**Data listing**
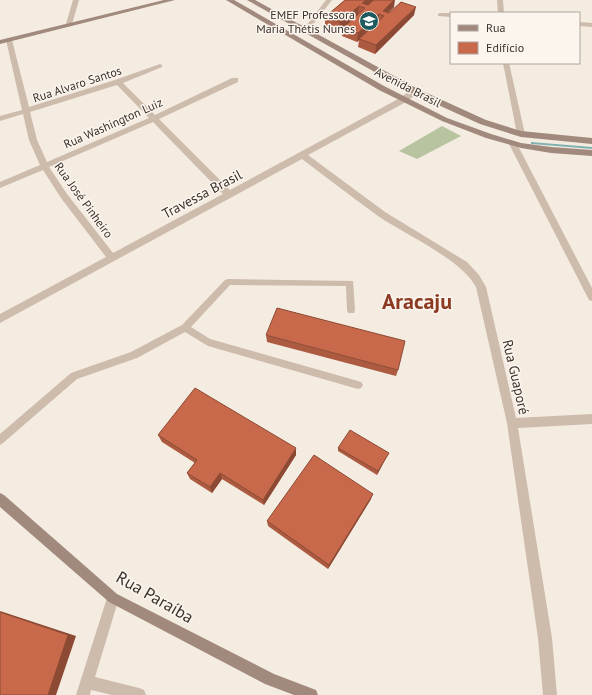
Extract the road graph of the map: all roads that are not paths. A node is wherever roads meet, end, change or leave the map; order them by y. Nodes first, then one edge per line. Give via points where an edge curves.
1 (76, 0) edge
2 (172, 0) edge
3 (229, 0) edge
4 (250, 0) edge
5 (329, 0) edge
6 (500, 0) edge
7 (501, 12) edge
8 (440, 15) dead end
9 (450, 15) edge
10 (69, 24) junction
11 (580, 24) edge
12 (592, 25) edge
13 (305, 31) junction
14 (9, 40) junction
15 (0, 42) edge
16 (506, 64) edge
17 (160, 66) dead end
18 (235, 80) dead end
19 (118, 82) junction
20 (415, 91) junction
21 (403, 100) junction
22 (27, 112) junction
23 (0, 119) edge
24 (153, 119) junction
25 (520, 134) junction
26 (592, 141) edge
27 (513, 144) junction
28 (592, 153) edge
29 (302, 155) junction
30 (45, 166) junction
31 (0, 185) edge
32 (229, 195) junction
33 (112, 258) junction
34 (592, 298) edge
35 (351, 310) dead end
36 (0, 319) edge
37 (185, 328) junction
38 (358, 385) dead end
39 (592, 419) edge
40 (512, 423) junction
41 (0, 440) edge
42 (0, 499) edge
43 (113, 598) junction
44 (85, 689) edge
45 (139, 695) edge
46 (311, 695) edge
47 (550, 695) edge

1 - 10 street
2 - 10 street
3 - 21 street, Avenida Brasil
4 - 13 street, Avenida Brasil
5 - 13 street
6 - 7 street
8 - 9 street
10 - 14 street
11 - 12 street
13 - 20 street, Avenida Brasil
14 - 15 street
14 - 22 street, Rua José Pinheiro
16 - 25 street
17 - 19 street, Rua Alvaro Santos
18 - 24 street, Rua Washington Luiz
19 - 22 street, Rua Alvaro Santos
19 - 24 street
20 - 21 street, Travessa Brasil
20 - 25 street, Avenida Brasil via 483,122
21 - 27 street, Avenida Brasil via 484,135
21 - 29 street, Travessa Brasil
22 - 23 street, Rua Alvaro Santos
22 - 30 street, Rua José Pinheiro via 32,140
24 - 30 street, Rua Washington Luiz
24 - 32 street
25 - 26 street, Avenida Brasil
27 - 28 street, Avenida Brasil
27 - 34 street
29 - 32 street, Travessa Brasil
29 - 40 street, Rua Guaporé via 382,214 464,265 476,278 484,298
30 - 31 street, Rua Washington Luiz
30 - 33 street, Rua José Pinheiro via 64,196
32 - 33 street, Travessa Brasil
33 - 36 street, Travessa Brasil
35 - 37 lane via 350,283 228,282
37 - 38 lane via 208,342
37 - 41 lane via 134,356 74,376
39 - 40 street
40 - 47 street, Rua Guaporé via 545,638
42 - 43 street, Rua Paraíba
43 - 44 street
43 - 46 street, Rua Paraíba via 270,679
44 - 45 street

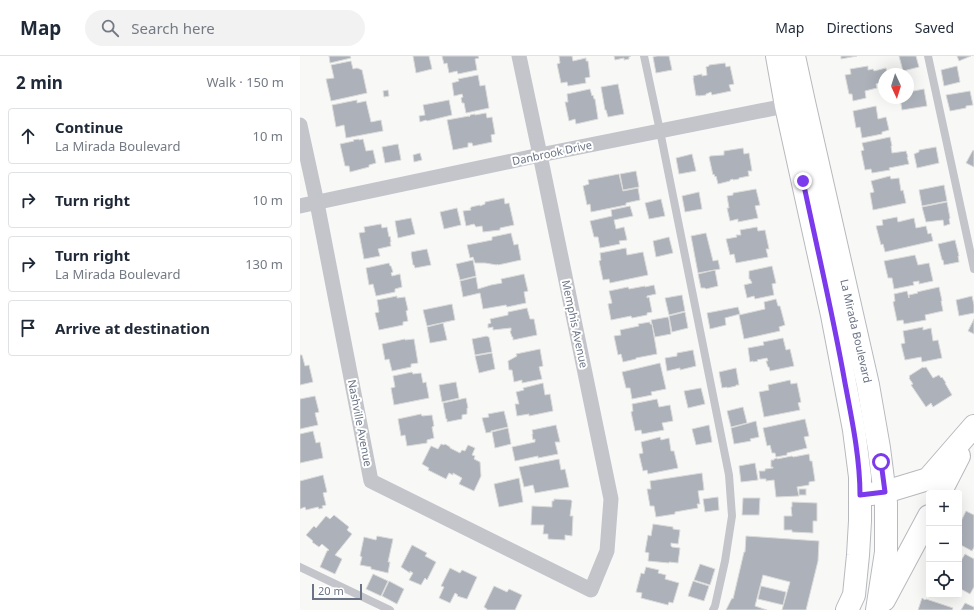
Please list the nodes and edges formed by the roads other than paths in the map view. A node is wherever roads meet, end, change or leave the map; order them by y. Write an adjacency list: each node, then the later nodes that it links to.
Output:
1 (519, 56): 9 (street, Memphis Avenue)
2 (644, 56): 8 (lane)
3 (777, 56): 6 (main road, La Mirada Boulevard)
4 (794, 56): 6 (main road, La Mirada Boulevard)
5 (928, 56): 12 (lane)
6 (795, 104): 8 (street, Danbrook Drive); 14 (main road, La Mirada Boulevard); 15 (main road, La Mirada Boulevard)
7 (300, 125): 10 (street, Nashville Avenue)
8 (660, 131): 9 (street, Danbrook Drive); 21 (lane)
9 (540, 155): 10 (street, Danbrook Drive); 18 (street, Memphis Avenue)
10 (317, 203): 11 (street, Danbrook Drive); 18 (street, Nashville Avenue)
11 (300, 206)
12 (974, 269)
13 (942, 490): 14 (main road)
14 (885, 492): 15 (main road); 22 (main road, La Mirada Boulevard)
15 (860, 495): 19 (main road, La Mirada Boulevard)
16 (926, 521): 22 (main road)
17 (300, 567): 20 (lane)
18 (591, 590)
19 (850, 603)
20 (390, 610)
21 (713, 610)
22 (877, 610)

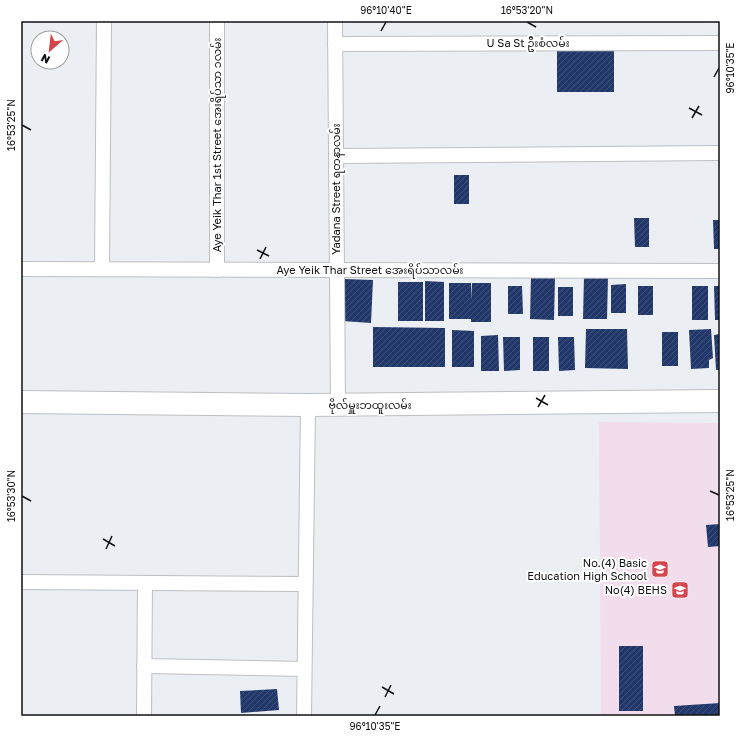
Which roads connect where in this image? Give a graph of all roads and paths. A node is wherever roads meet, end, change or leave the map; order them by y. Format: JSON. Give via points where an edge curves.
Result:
{"nodes":[{"id":1,"x":104,"y":21,"type":"edge"},
{"id":2,"x":217,"y":21,"type":"edge"},
{"id":3,"x":335,"y":21,"type":"edge"},
{"id":4,"x":720,"y":43,"type":"edge"},
{"id":5,"x":335,"y":44,"type":"junction"},
{"id":6,"x":720,"y":153,"type":"edge"},
{"id":7,"x":336,"y":156,"type":"junction"},
{"id":8,"x":21,"y":269,"type":"edge"},
{"id":9,"x":102,"y":269,"type":"junction"},
{"id":10,"x":217,"y":270,"type":"junction"},
{"id":11,"x":336,"y":270,"type":"junction"},
{"id":12,"x":720,"y":270,"type":"edge"},
{"id":13,"x":720,"y":401,"type":"edge"},
{"id":14,"x":21,"y":402,"type":"edge"},
{"id":15,"x":308,"y":405,"type":"junction"},
{"id":16,"x":338,"y":405,"type":"junction"},
{"id":17,"x":21,"y":582,"type":"edge"},
{"id":18,"x":144,"y":583,"type":"junction"},
{"id":19,"x":305,"y":584,"type":"junction"},
{"id":20,"x":144,"y":666,"type":"junction"},
{"id":21,"x":304,"y":669,"type":"junction"},
{"id":22,"x":144,"y":716,"type":"edge"},
{"id":23,"x":304,"y":716,"type":"edge"}],
"edges":[{"from":1,"to":9,"type":"street"},
{"from":2,"to":10,"type":"street","name":"Aye Yeik Thar 1st Street အေးရိပ်သာ ၁လမ်း"},
{"from":3,"to":5,"type":"street","name":"Yadana Street ရတနာလမ်း"},
{"from":4,"to":5,"type":"street","name":"U Sa St ဦးစံလမ်း"},
{"from":5,"to":7,"type":"street","name":"Yadana Street ရတနာလမ်း"},
{"from":6,"to":7,"type":"street"},
{"from":7,"to":11,"type":"street","name":"Yadana Street ရတနာလမ်း"},
{"from":8,"to":9,"type":"street","name":"Aye Yeik Thar Street အေးရိပ်သာလမ်း"},
{"from":9,"to":10,"type":"street","name":"Aye Yeik Thar Street အေးရိပ်သာလမ်း"},
{"from":10,"to":11,"type":"street","name":"Aye Yeik Thar Street အေးရိပ်သာလမ်း"},
{"from":11,"to":12,"type":"street","name":"Aye Yeik Thar Street အေးရိပ်သာလမ်း"},
{"from":11,"to":16,"type":"street","name":"Yadana Street ရတနာလမ်း"},
{"from":13,"to":16,"type":"main road","name":"ဗိုလ်မှူးဘထူးလမ်း"},
{"from":14,"to":15,"type":"main road","name":"ဗိုလ်မှူးဘထူးလမ်း"},
{"from":15,"to":16,"type":"main road","name":"ဗိုလ်မှူးဘထူးလမ်း"},
{"from":15,"to":19,"type":"street"},
{"from":17,"to":18,"type":"street"},
{"from":18,"to":19,"type":"street"},
{"from":18,"to":20,"type":"street"},
{"from":19,"to":21,"type":"street"},
{"from":20,"to":21,"type":"street"},
{"from":20,"to":22,"type":"street"},
{"from":21,"to":23,"type":"street"}]}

**Task prompt**
If a line of the listing contains the string "Pinheiro", count it; then report the total alone.

**Exercise response**
3